Enhanced sunlight exposure is associated with lower death rates for breast, colon and prostate cancer (Garland et al., 2006). 1,25(OH)2D/VDR control of DNA repair, induction of differentiation and apoptosis of malignant cells as well as enhancement of macrophage immune surveillance could mediate vitamin D efficacy in cancer prevention. In cancer, 1,25(OH)2D/VDR suppression of angiogenesis and cell proliferation, and induction of macrophage antitumoral properties, and tumor cell apoptosis may ameliorate the severity of cancer progression. In cancer cells expressing 1-hydroxylase, local 1,25(OH)2D production could contribute to growth arrest since 25­hydroxyvitamin D, at concentrations insufficient to activate the VDR, suppresses cell proliferation. Tumor growth may also be suppressed by the 1,25(OH)2D produced by activated macrophages in the vicinity of a cancer cell or in the tumor microenvironment. Indeed, vitamin D supplementation may prevent cancer and improve the efficacy of conventional anticancer therapy.
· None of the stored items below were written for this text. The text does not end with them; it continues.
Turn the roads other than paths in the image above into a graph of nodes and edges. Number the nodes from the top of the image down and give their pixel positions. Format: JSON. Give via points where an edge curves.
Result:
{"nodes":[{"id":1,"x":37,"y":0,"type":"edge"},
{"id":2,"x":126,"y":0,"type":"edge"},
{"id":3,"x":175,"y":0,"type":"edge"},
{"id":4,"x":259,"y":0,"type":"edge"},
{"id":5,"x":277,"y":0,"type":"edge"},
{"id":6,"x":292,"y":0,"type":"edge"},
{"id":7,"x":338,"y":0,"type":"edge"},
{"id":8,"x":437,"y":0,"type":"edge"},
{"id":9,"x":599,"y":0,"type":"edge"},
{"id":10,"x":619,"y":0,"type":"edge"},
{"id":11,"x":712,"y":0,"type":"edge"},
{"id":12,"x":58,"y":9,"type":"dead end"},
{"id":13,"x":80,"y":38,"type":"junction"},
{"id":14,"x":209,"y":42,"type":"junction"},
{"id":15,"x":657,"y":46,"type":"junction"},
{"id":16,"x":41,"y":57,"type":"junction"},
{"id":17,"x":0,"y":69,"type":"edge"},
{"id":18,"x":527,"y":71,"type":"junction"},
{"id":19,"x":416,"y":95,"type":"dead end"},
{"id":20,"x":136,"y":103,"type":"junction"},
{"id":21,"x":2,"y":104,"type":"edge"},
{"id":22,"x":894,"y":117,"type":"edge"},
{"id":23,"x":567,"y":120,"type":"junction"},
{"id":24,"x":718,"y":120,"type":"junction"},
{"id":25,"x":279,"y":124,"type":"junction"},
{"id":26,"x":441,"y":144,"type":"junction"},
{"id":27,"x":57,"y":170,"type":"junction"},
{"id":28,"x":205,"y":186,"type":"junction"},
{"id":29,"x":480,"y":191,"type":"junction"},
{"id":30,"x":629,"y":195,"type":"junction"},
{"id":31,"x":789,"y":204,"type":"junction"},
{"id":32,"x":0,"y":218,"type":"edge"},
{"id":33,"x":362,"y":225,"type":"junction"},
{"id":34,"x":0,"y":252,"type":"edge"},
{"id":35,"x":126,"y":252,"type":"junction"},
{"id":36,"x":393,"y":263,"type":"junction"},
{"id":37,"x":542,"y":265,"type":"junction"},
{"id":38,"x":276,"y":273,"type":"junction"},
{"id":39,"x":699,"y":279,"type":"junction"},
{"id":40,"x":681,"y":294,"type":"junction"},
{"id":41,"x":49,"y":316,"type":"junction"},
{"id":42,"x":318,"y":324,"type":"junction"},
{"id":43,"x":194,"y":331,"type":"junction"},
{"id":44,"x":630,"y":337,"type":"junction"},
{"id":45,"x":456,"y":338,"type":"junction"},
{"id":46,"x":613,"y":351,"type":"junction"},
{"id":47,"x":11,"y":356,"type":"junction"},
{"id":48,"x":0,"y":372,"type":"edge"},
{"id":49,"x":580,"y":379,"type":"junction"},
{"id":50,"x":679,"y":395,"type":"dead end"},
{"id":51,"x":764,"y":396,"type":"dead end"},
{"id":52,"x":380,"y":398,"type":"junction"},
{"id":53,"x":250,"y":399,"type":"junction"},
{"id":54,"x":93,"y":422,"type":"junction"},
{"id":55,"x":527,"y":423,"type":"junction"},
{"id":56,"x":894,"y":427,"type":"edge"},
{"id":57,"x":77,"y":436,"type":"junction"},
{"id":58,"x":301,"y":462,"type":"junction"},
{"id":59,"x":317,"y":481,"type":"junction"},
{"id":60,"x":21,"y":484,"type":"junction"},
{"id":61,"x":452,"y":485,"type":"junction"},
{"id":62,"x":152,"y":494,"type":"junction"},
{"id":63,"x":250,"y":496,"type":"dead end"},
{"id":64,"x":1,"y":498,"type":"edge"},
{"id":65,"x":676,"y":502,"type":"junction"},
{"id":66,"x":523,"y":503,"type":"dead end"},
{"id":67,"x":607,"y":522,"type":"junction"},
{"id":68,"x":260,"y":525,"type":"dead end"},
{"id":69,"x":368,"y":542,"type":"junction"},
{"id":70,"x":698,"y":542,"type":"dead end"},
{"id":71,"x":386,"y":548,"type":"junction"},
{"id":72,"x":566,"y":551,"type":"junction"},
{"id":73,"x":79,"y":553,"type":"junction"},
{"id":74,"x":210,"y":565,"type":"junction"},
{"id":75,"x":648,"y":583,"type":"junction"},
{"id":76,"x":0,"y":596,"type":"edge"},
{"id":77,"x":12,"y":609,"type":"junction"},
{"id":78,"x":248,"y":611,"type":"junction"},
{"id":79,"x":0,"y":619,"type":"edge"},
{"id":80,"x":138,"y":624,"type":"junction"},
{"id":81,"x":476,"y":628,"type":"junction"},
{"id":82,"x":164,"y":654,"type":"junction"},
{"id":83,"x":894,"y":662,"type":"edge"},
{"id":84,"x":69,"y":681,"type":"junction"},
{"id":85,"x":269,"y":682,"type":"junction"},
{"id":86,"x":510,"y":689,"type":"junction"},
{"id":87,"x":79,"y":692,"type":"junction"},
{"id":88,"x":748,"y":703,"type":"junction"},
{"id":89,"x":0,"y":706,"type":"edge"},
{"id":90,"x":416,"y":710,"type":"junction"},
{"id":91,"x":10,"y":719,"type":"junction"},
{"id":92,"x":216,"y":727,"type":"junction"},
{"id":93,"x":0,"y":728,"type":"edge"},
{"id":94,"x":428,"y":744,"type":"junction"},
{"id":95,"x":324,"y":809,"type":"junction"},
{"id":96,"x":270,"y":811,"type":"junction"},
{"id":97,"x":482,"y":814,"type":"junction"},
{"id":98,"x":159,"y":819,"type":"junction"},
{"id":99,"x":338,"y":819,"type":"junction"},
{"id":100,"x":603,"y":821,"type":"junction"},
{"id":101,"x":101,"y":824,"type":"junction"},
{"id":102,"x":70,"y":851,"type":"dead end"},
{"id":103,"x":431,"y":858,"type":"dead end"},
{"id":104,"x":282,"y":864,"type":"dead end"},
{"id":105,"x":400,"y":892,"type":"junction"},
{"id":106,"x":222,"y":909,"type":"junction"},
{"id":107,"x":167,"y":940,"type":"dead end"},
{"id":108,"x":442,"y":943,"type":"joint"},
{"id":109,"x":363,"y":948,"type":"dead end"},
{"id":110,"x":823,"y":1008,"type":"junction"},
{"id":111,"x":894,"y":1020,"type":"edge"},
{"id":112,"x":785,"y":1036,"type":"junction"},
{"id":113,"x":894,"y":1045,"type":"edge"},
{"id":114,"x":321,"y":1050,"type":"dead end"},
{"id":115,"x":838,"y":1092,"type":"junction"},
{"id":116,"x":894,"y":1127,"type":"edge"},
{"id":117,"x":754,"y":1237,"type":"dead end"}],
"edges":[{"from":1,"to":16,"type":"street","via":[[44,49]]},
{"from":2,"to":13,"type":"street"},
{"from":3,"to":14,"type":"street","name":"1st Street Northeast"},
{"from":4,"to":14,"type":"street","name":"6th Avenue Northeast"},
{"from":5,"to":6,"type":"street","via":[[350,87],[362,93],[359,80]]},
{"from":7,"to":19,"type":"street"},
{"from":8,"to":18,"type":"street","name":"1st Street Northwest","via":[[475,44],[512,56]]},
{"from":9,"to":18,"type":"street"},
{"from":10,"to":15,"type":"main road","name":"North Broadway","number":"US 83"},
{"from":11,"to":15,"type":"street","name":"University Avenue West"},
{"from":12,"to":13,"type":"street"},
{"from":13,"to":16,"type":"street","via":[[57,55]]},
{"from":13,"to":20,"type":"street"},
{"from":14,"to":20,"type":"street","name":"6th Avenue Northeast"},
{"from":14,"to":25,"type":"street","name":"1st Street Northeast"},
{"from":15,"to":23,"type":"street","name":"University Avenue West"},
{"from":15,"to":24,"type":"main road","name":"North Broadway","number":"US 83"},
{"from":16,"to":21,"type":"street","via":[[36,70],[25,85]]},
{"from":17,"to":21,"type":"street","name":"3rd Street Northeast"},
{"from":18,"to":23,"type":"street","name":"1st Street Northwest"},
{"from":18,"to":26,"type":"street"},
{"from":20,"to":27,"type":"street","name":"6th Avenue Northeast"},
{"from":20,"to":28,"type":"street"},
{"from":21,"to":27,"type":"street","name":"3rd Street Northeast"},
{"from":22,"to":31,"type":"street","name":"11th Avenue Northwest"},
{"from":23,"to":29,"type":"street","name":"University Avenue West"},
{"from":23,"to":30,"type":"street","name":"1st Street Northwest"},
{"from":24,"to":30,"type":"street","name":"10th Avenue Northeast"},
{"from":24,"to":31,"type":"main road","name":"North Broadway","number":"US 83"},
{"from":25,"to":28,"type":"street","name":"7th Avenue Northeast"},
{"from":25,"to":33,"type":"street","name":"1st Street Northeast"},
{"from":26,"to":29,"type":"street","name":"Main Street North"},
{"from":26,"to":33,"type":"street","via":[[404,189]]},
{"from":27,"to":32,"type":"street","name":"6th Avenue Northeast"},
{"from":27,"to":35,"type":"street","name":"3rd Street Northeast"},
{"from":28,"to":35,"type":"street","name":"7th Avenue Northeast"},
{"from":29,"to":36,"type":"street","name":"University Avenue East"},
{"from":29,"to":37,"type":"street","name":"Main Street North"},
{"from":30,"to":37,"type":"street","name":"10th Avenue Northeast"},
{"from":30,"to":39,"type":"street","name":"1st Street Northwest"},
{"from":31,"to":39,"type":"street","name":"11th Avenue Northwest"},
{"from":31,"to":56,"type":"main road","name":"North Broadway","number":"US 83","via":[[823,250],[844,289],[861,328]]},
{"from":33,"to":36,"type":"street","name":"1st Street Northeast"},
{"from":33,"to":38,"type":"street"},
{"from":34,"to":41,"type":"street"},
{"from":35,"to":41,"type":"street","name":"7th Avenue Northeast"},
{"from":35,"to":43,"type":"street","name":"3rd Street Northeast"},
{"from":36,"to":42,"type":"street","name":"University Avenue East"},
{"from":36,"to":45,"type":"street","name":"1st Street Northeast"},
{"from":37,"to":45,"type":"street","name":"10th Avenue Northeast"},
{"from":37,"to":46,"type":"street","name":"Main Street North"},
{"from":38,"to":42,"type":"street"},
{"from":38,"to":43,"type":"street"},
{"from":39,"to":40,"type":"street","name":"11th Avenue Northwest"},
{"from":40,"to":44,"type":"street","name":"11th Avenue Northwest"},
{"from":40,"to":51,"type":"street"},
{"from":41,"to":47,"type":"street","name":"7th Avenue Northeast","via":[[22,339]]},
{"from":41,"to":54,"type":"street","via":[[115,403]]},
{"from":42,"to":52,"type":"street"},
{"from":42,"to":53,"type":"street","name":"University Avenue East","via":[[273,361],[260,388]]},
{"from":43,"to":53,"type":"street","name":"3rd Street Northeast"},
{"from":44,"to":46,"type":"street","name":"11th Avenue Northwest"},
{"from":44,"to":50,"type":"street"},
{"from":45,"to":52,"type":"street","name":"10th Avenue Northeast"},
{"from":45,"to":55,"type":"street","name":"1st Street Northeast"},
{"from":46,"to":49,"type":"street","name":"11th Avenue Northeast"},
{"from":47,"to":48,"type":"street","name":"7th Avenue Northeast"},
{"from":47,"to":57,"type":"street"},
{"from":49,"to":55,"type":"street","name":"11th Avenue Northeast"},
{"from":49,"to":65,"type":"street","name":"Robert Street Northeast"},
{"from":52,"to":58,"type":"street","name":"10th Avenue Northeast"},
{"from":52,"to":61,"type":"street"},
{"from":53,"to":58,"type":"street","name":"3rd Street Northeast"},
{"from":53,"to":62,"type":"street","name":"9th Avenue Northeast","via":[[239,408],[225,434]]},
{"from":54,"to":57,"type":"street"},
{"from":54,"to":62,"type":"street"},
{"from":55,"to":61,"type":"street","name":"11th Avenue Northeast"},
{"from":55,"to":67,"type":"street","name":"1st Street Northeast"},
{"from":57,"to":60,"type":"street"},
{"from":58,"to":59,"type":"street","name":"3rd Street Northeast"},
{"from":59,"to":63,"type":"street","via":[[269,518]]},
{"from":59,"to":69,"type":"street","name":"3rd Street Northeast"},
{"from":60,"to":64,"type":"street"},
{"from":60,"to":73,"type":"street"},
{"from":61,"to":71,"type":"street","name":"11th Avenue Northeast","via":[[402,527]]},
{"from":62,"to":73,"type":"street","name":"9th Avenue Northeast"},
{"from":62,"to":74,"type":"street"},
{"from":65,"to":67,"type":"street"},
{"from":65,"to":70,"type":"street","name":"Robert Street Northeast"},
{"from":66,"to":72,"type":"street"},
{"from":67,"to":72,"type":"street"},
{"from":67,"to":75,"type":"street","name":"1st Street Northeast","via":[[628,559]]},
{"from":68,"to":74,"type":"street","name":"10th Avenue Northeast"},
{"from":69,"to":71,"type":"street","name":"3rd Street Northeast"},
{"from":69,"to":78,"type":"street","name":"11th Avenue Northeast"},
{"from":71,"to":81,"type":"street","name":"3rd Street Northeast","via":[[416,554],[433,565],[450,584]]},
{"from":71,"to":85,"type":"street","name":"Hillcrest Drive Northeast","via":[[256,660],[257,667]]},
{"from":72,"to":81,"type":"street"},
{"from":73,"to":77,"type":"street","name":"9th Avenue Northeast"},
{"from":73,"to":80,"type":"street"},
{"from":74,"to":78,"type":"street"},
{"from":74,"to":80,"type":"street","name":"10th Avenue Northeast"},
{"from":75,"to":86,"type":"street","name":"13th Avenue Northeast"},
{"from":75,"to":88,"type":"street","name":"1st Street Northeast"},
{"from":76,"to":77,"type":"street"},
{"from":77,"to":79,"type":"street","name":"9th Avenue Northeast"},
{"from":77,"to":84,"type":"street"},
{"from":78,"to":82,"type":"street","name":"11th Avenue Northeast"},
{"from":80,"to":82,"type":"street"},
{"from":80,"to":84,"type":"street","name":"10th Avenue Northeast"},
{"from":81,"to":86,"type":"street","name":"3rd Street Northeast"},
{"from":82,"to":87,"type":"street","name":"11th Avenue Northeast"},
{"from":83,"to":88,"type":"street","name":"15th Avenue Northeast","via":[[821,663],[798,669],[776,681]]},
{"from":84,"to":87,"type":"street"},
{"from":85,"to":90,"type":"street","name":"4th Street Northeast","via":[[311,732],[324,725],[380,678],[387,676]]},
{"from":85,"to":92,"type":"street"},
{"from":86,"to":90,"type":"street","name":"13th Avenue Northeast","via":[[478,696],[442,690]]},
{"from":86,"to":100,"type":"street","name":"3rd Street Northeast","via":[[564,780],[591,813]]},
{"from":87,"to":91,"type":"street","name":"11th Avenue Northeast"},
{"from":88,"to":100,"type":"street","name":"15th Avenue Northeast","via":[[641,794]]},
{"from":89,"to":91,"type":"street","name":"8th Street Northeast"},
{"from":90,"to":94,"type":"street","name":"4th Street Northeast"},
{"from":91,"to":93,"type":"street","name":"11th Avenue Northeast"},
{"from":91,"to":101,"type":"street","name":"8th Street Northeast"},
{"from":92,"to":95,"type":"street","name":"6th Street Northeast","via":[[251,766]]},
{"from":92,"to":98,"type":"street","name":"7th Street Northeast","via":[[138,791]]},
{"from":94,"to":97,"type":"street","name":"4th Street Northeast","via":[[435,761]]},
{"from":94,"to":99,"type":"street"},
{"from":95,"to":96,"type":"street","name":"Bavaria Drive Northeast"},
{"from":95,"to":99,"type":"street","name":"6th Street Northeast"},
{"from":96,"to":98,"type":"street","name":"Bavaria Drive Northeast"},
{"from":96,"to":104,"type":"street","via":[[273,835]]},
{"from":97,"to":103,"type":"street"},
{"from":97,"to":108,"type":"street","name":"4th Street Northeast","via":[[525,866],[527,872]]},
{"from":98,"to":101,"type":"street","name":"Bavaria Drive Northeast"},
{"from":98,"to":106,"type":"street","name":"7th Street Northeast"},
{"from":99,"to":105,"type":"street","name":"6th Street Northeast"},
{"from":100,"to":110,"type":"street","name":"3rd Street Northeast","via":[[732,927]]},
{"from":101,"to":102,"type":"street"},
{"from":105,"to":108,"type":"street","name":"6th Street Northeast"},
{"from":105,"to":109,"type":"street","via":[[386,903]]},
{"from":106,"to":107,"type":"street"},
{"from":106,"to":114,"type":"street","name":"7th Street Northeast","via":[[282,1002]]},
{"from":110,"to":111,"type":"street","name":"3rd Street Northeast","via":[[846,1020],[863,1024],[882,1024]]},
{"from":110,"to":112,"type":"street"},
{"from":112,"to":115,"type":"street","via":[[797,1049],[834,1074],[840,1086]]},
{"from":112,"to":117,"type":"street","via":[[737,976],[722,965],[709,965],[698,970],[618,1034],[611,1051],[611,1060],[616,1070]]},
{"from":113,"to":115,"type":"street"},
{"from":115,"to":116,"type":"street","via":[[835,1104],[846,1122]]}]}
In summary, adequate vitamin D status could prevent the onset or ameliorate the progression of many prevalent diseases. New recommendations for daily requirements are mandatory. Dietary sources, including vitamin D­fortified food and vitamin supplements (400 IU/day) have only a minimal effect on 25(OH)D levels. Sunlight exposure is much more effective, but moderation is necessary to reduce skin cancer risk. Ten minutes of arm and face exposure per day is usually sufficient. The daily intake of vitamin D can be increased safely to 1,200 U/day (Zittermann, 2003; Garland et al. 2006). These relatively inexpensive measures to improve vitamin D status can have a major impact on the prevalence and severity of osteoporosis, diabetes, cardiovascular disease, hypertension, tuberculosis, autoimmune disease and cancer.

References

Dusso AS, Brown AJ & SlatopolskY E (2005). Vitamin D. Am J Physiol Renal Physiol 289, F8-28.

Garland CF, Garland FC, Gorham ED, Lipkin M, Newmark H, Mohr SB & Holick MF (2006). The role of vitamin D in cancer prevention. Am J Public Health 96, 252-261.

Hayes CE, Nashold FE, Spach KM & Pedersen LB (2003). The immunological functions of the vitamin D endocrine system. Cell Mol Biol (Noisy-le-grand) 49, 277-300.

Zasloff M (2006). Fighting infections with vitamin D. Nat Med 12, 388-390.

Zittermann A (2003). Vitamin D in preventive medicine: are we ignoring the evidence? Br J Nutr 89, 552-572.